As you are all well aware, I have an affinity towards plants, herbalism, and natural witchcraft. I have always been fascinated by natural medicine and plants as a whole, which inspired my Herbarium posts and many of the spells and rituals featured over the years. So when Skyhorse Publishing reached out asking if I would like to review their upcoming book Be Your Own Shaman: A Field Guide to Utilize 101 of the World's Most Healing Plants by Jane Barlow Christensen, I immediately said yes! Unlike The Herbalist's Guide: How to Build and Use Your Own Apothecary by Mary Colvin, RHBe Your Own Shaman focuses almost entirely on plant profiles, 101 of them in fact, organized by use, instead of alphabetically. I really appreciate how this book is organized as it allows the reader to quickly find plants that can aid in specific instances, such as anxiety, respiratory infections, diabetes, inflammation, insomnia, or an upset stomach. This is the first book that I have that is designed this way, which will make preparing herbal remedies and treating different ailments a breeze!

Book Review: Be Your Own Shaman by Jane Barlow Christensen

Each plant profile contains the same basic information: common name, botanical name, parts uses, where it's found, time of day to collect, time of year to collect, medicinal properties, medicinal uses, preparation, dosage, general information, and extra tips which address additional beneficial information. Under medicinal uses, Christensen further elaborates on different methods of preparation, such as infusions, tinctures, decoctions, poultices, salves, ointments, powders, and more. Each profile also contains full-colored photographs of the plant and a line drawing showing the entire plant from root to flower. I absolutely adore this setup and can't wait to spend more time reading through the information and using it to create my own remedies. These profiles will also greatly aid in the preparation of my Herbarium posts, allowing me to give more complete medicinal profiles!

The last section or chapter of the book contains all the additional information one would need to identify, harvest, and prepare plants to make herbal remedies. This section includes such information as plant morphology, how to collect, dry, and preserve plants, how to prepare poultices, salves, powders, infusions, and more, how to dose, and even common methods of field preparations in case you don't have access to your tools in emergency situations. There are tons of line drawings explaining different flower shapes, leaf arrangements, leaf types, and even root types to help you correctly identify the plants in question. This information is incredibly important to make sure you are harvesting the correct plant. The object is to heal, not poison, and there are plenty of lookalikes out there to trick you! This section also includes a few recipes but encourages the reader to create their own using what they have learned.
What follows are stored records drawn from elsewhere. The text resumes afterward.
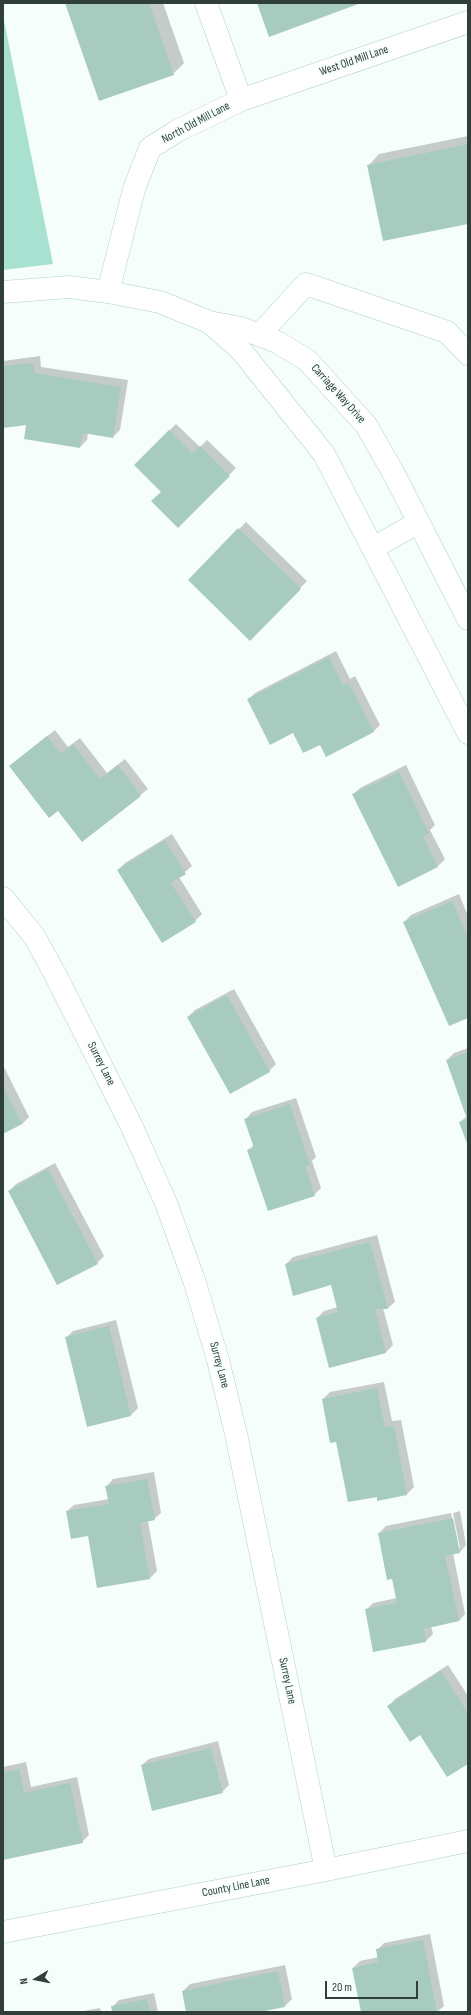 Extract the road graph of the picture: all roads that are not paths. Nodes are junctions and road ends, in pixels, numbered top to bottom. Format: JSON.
{"nodes":[{"id":1,"x":206,"y":3,"type":"edge"},
{"id":2,"x":468,"y":22,"type":"edge"},
{"id":3,"x":241,"y":100,"type":"junction"},
{"id":4,"x":3,"y":292,"type":"edge"},
{"id":5,"x":108,"y":292,"type":"junction"},
{"id":6,"x":209,"y":322,"type":"junction"},
{"id":7,"x":259,"y":335,"type":"junction"},
{"id":8,"x":468,"y":354,"type":"edge"},
{"id":9,"x":419,"y":522,"type":"junction"},
{"id":10,"x":372,"y":548,"type":"junction"},
{"id":11,"x":468,"y":619,"type":"edge"},
{"id":12,"x":468,"y":733,"type":"edge"},
{"id":13,"x":3,"y":898,"type":"edge"},
{"id":14,"x":468,"y":1841,"type":"edge"},
{"id":15,"x":326,"y":1870,"type":"junction"},
{"id":16,"x":3,"y":1932,"type":"edge"}],
"edges":[{"from":1,"to":3,"type":"street","name":"North Old Mill Lane"},
{"from":2,"to":3,"type":"street","name":"West Old Mill Lane"},
{"from":3,"to":5,"type":"street","name":"North Old Mill Lane"},
{"from":4,"to":5,"type":"street","name":"Carriage Way Drive"},
{"from":5,"to":6,"type":"street","name":"Carriage Way Drive"},
{"from":6,"to":7,"type":"street","name":"Carriage Way Drive"},
{"from":6,"to":10,"type":"street","name":"Carriage Way Drive"},
{"from":7,"to":8,"type":"street"},
{"from":7,"to":9,"type":"street","name":"Carriage Way Drive"},
{"from":9,"to":10,"type":"street"},
{"from":9,"to":11,"type":"street","name":"Carriage Way Drive"},
{"from":10,"to":12,"type":"street","name":"Carriage Way Drive"},
{"from":13,"to":15,"type":"street","name":"Surrey Lane"},
{"from":14,"to":15,"type":"street","name":"County Line Lane"},
{"from":15,"to":16,"type":"street","name":"County Line Lane"}]} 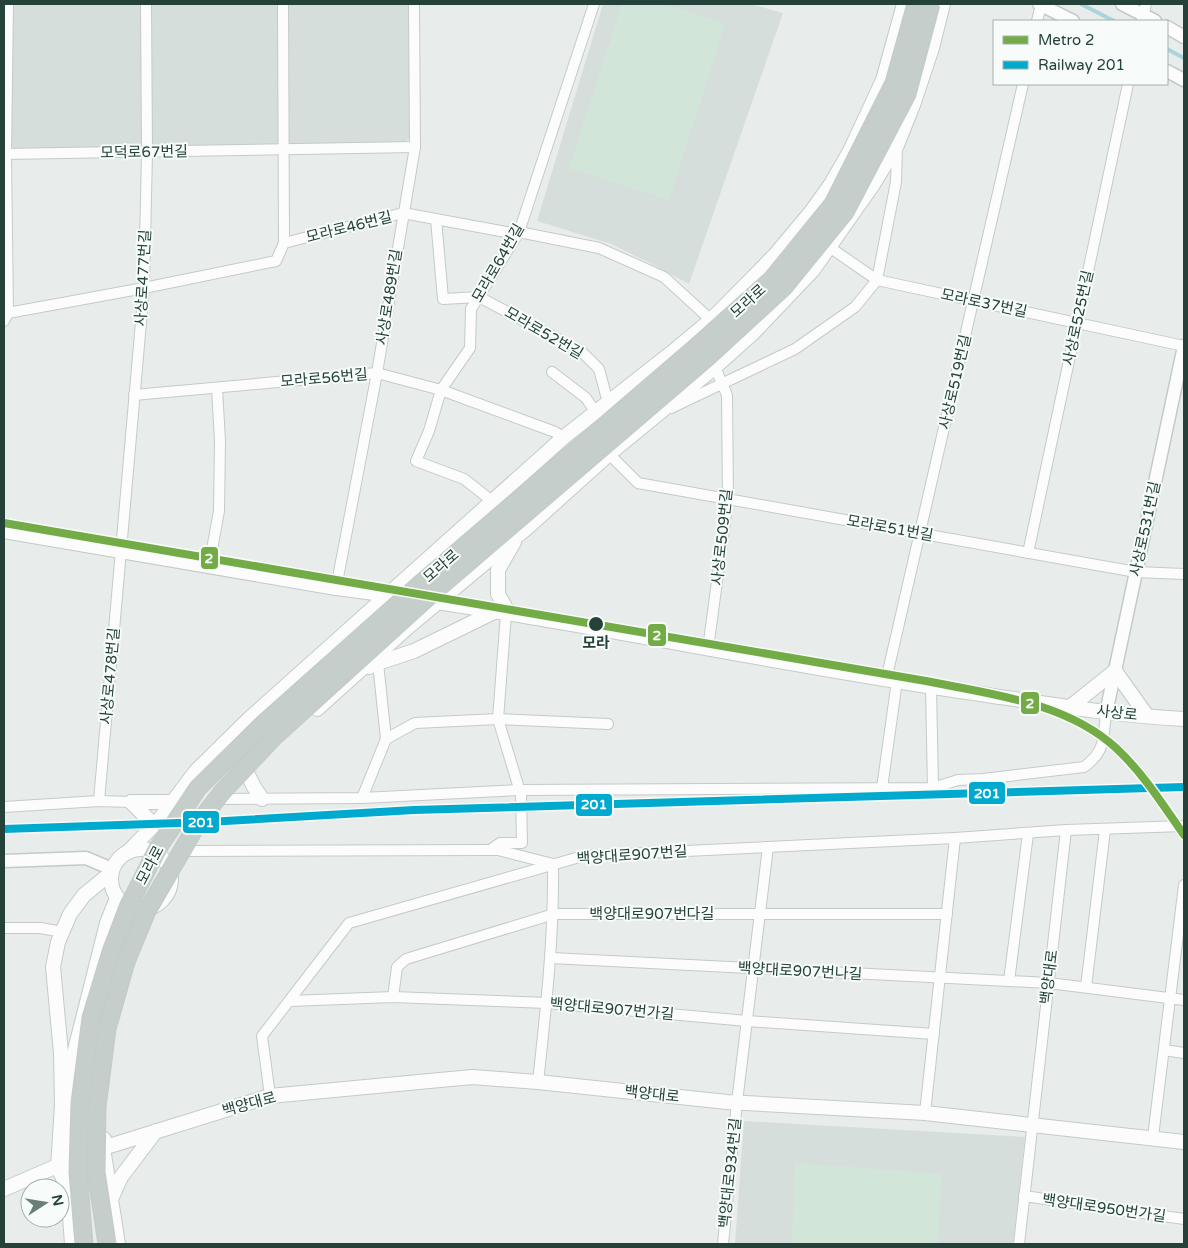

My favorite section, however, is section or chapter 14 which covers psychedelics and sacred plants. As a hedgewitch, using plants to reach an altered state of consciousness is common practice, and understanding the ritual uses of such plants is incredibly important to choosing the right plant for the right occasion. This section does not contain dosing information nor how to prepare these plants and for a good reason. Many of the plants found in this section are illegal and potentially deadly. I will never suggest using such plants without the guidance of an expert.

My only gripe with the book is the title. I don't believe "shaman" is the appropriate word to use in this context and continues to perpetuate cultural appropriation. "Herbalist" would be a better term to use, but if you can forgive the title, Be Your Own Shaman: A Field Guide to Utilize 101 of the World's Most Healing Plants by Jane Barlow Christensen is an excellent book to add to your collection if you are interested in learning more about plants and their medicinal uses.